Colorectal cancer (CRC) mostly develops from a variety of polyps following mainly three different molecular pathways: chromosomal instability (CIN), microsatellite instability (MSI) and CpG island methylation (CIMP). Polyps are classified histologically as conventional adenomas, hyperplastic polyps, sessile serrated adenomas/polyps (SSA/P) and traditional serrated adenomas (TSA). However, the association of these polyps with the different types of CRCs and the underlying genetic and epigenetic aberrations has yet to be resolved.

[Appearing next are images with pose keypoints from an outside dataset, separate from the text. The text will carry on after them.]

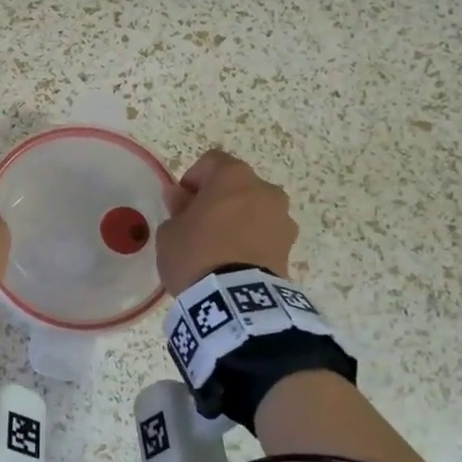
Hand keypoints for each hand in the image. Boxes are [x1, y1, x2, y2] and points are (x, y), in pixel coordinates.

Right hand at [156, 149, 297, 295]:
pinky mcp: (290, 246)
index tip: (181, 202)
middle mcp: (264, 189)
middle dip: (219, 199)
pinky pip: (266, 234)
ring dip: (239, 219)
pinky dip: (252, 240)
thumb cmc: (196, 253)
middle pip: (237, 186)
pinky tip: (235, 261)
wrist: (235, 300)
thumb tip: (180, 196)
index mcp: (233, 176)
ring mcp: (282, 218)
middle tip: (199, 225)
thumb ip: (177, 208)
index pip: (211, 162)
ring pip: (255, 209)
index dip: (193, 179)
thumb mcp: (170, 231)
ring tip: (220, 247)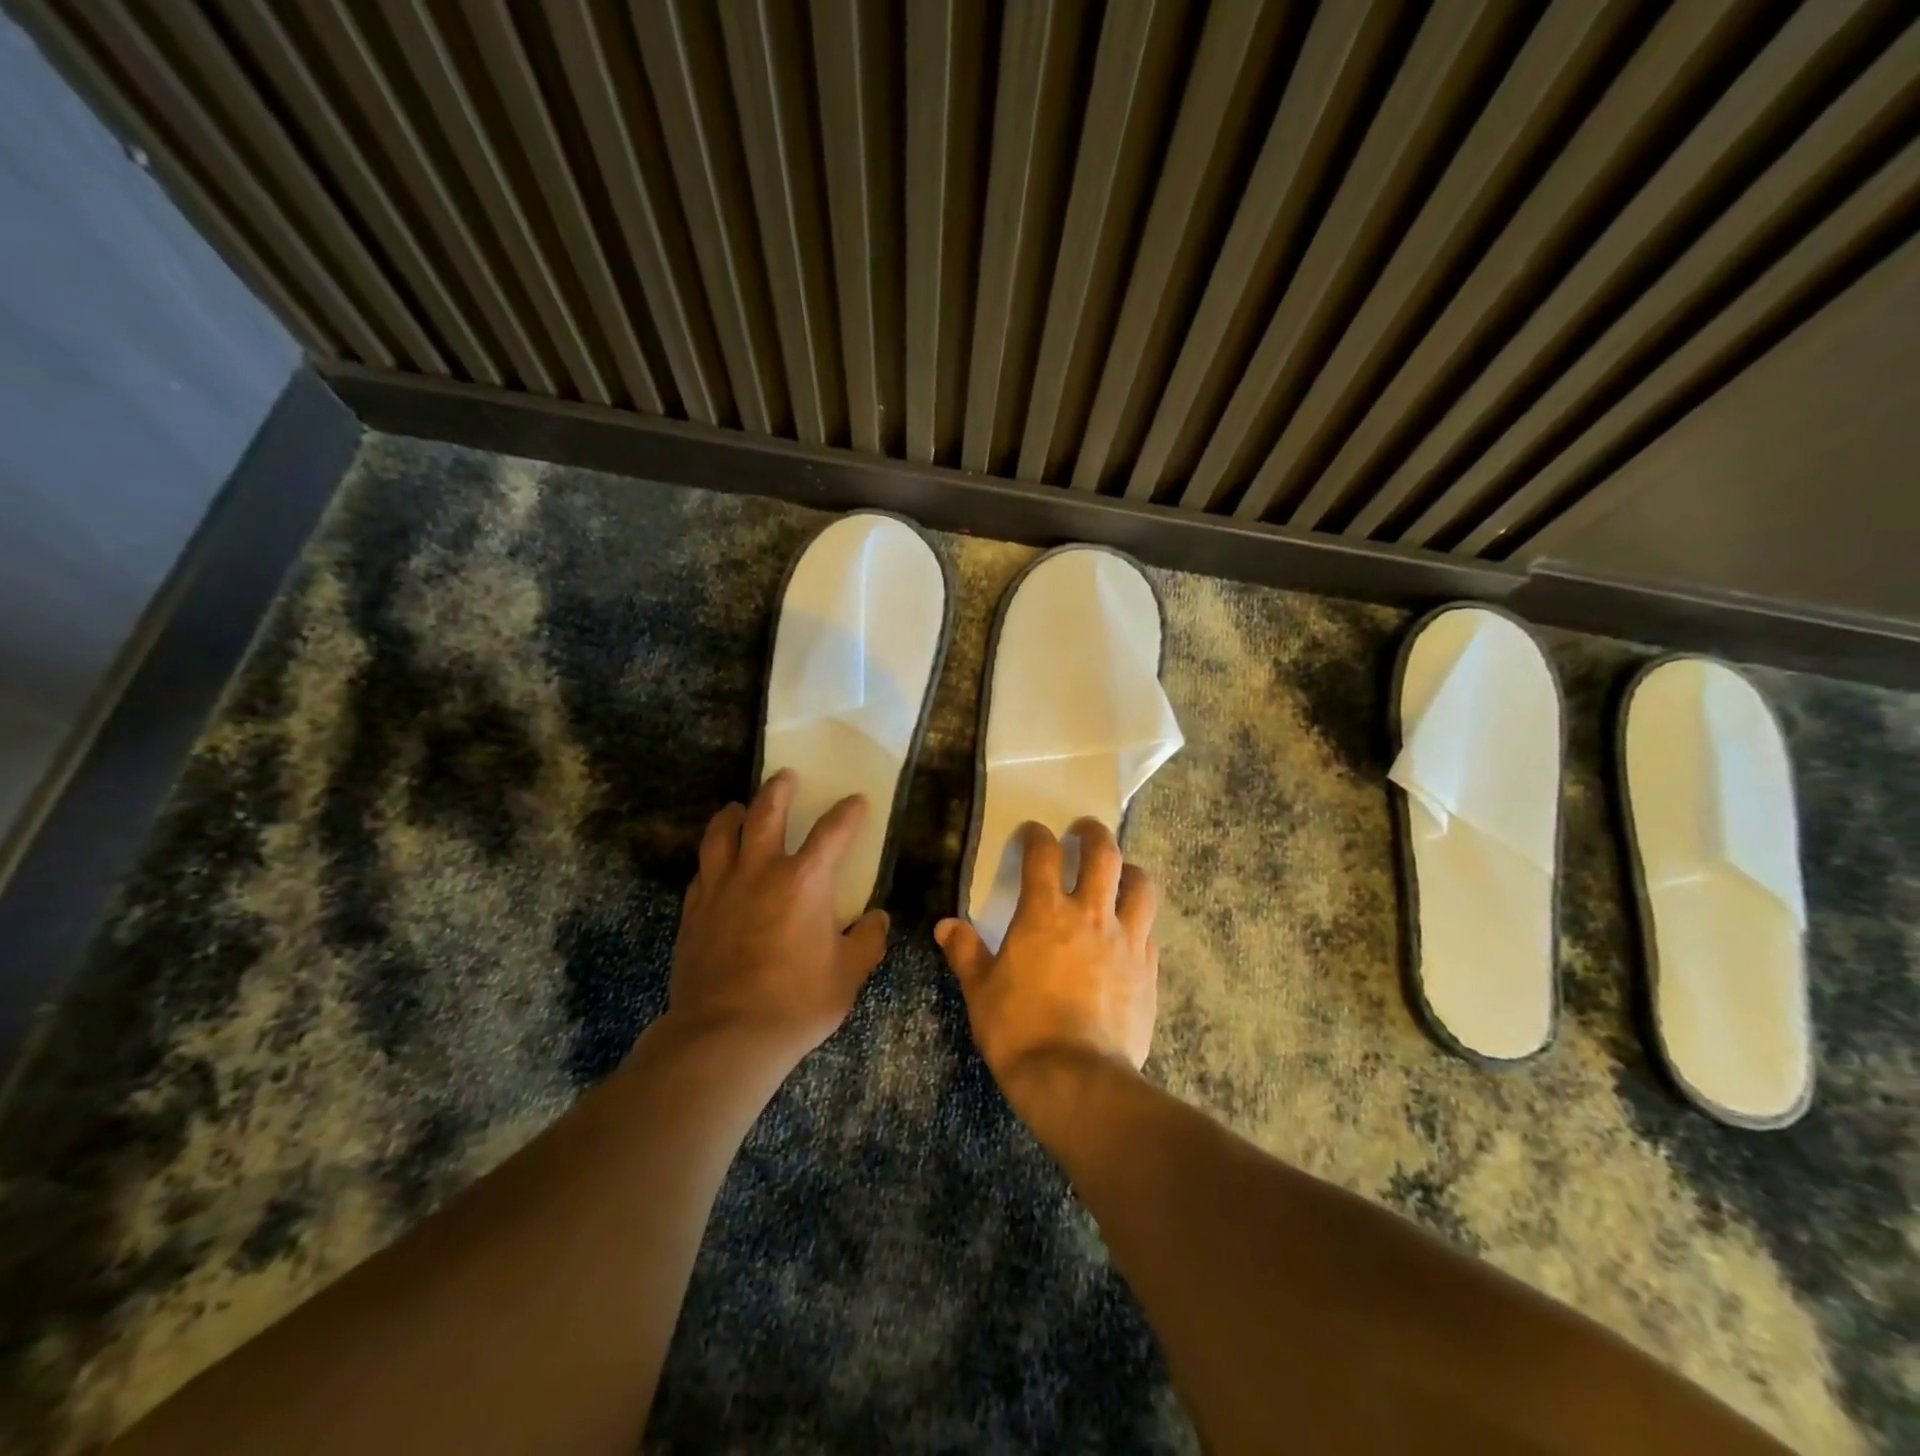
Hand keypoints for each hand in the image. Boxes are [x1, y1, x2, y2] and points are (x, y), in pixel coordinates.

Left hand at [667, 770, 889, 1068]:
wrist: (725, 1035)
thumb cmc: (797, 1002)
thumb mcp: (848, 974)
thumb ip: (868, 940)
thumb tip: (877, 918)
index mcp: (805, 880)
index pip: (833, 831)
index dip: (848, 812)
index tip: (857, 801)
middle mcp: (760, 871)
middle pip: (766, 813)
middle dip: (779, 790)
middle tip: (786, 776)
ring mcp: (721, 888)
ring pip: (721, 834)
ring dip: (733, 814)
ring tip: (738, 807)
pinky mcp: (694, 911)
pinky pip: (702, 870)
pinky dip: (713, 858)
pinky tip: (716, 863)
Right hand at [934, 819, 1158, 1112]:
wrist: (1076, 1078)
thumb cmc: (1019, 1029)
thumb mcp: (981, 990)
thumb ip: (965, 952)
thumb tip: (947, 925)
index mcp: (1045, 913)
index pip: (1043, 855)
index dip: (1036, 836)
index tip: (1032, 832)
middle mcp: (1090, 915)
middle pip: (1104, 855)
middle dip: (1094, 834)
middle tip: (1085, 830)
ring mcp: (1126, 941)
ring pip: (1140, 887)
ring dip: (1130, 871)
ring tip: (1121, 872)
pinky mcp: (1148, 970)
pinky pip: (1149, 931)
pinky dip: (1139, 921)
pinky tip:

In order to address this question we analyzed 140 tumors and 20 matched mucosae by array comparative genomic hybridization, by sequence analysis of the oncogenes BRAF, KRAS, PI3K3CA and by methylation arrays. MSI was tested indirectly by immunohistochemistry (IHC) and a loss of MLH1, MSH2, MSH6 or PMS2 was assigned as high microsatellite instability (MSI-H), while low microsatellite instability (MSI-L) was defined as MGMT IHC negativity only. CIN was detected in 78% of all MSI-H CRCs, most commonly as a gain of chromosome 8. Methylation data analyses allowed classification of samples into four groups and detected similar methylation profiles in SSA/P and MSI-H CRC. TSA also revealed aberrant methylation pattern, but clustered more heterogeneously and closer to microsatellite stable (MSS) CRCs. SSA/P, TSA and MSI-H CRCs had the highest degree of promotor methylation (CIMP pathway). Chromosomal instability, in contrast to the established doctrine, is a common phenomenon in MSI CRCs, yet to a lower extent and at later stages than in MSS CRCs. Methylation analyses suggest that SSA/P are precursors for MSI-H CRCs and follow the CIMP pathway.